REQUIRED WORK
Restate word for word the lines of the listing below, from its first line through the line with "index mcp: (908, 312)", without the pictures.

:: SUPPLIED INFORMATION

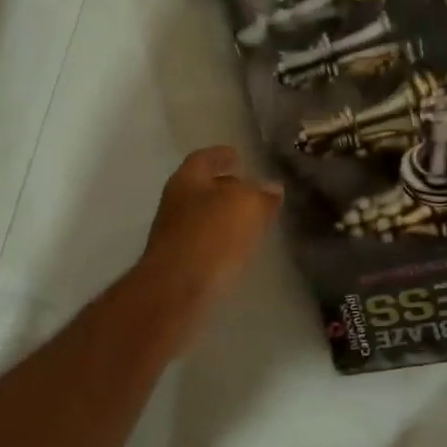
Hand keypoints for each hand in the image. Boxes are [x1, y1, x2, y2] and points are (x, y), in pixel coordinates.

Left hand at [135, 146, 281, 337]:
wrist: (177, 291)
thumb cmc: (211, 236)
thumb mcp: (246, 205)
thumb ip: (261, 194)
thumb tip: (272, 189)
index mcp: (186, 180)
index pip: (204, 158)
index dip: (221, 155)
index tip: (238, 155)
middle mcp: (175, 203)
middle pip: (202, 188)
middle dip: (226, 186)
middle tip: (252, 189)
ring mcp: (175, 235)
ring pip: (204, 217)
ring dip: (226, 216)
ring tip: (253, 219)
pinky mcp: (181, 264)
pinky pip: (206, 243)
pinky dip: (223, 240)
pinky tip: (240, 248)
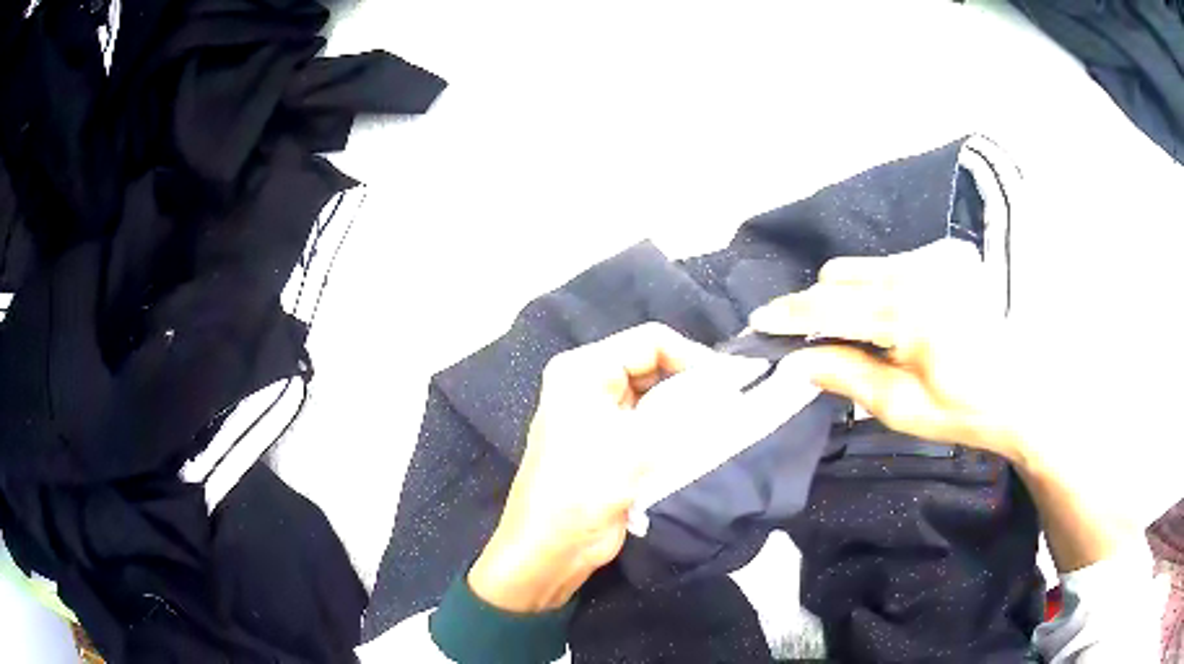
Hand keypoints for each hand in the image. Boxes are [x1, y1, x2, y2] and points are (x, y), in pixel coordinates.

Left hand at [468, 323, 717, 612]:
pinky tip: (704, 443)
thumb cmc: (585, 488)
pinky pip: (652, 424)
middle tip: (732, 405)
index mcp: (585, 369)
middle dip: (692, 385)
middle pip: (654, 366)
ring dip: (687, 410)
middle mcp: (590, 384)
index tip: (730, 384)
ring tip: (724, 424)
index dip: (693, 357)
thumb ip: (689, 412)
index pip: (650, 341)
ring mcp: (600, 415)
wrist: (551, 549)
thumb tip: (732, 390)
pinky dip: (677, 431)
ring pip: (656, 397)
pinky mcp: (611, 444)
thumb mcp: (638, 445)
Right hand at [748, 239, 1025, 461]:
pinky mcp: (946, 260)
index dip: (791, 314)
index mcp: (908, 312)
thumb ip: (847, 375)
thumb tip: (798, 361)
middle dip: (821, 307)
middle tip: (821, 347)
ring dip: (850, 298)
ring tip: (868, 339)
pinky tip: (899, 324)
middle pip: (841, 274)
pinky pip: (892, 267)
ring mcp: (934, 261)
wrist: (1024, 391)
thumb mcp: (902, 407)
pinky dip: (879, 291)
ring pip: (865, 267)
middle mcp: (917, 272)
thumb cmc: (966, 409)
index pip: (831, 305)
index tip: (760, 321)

::::

RESPONSE AREA
Hand keypoints for each hand in the image. Boxes are [x1, y1, x2, y2] and points are (x, y), in pixel coordinates.

Left hand at [135, 146, 281, 337]:
wrist: (177, 291)
thumb cmc: (211, 236)
thumb mcp: (246, 205)
thumb ip: (261, 194)
thumb tip: (272, 189)
index mcp: (186, 180)
index pip: (204, 158)
index dip: (221, 155)
index tip: (238, 155)
middle mcp: (175, 203)
middle pip: (202, 188)
middle dip: (226, 186)
middle tip: (252, 189)
ring mcp: (175, 235)
ring pip: (204, 217)
ring dip: (226, 216)
ring tip: (253, 219)
pinky mcp: (181, 264)
pinky pip: (206, 243)
pinky dip: (223, 240)
pinky tip: (240, 248)
Hand keypoints for each hand in the image. Boxes are [x1, y1, x2, y2] and points are (x, y), in pixel coordinates.

Left hand at [468, 323, 717, 612]:
pinky tip: (704, 443)
thumb cmc: (585, 488)
pinky pip: (652, 424)
middle tip: (732, 405)
index mcp: (585, 369)
middle dip: (692, 385)
middle pip: (654, 366)
ring dip: (687, 410)
middle mcp: (590, 384)
index tip: (730, 384)
ring tip: (724, 424)
index dip: (693, 357)
thumb ip: (689, 412)
index pip: (650, 341)
ring mcp: (600, 415)
wrist: (551, 549)
thumb tip: (732, 390)
pinky dip: (677, 431)
ring pip: (656, 397)
pinky mcp: (611, 444)
thumb mcp: (638, 445)
Right hand at [748, 239, 1025, 461]:
pinky mcp: (946, 260)
index dip: (791, 314)
index mcp: (908, 312)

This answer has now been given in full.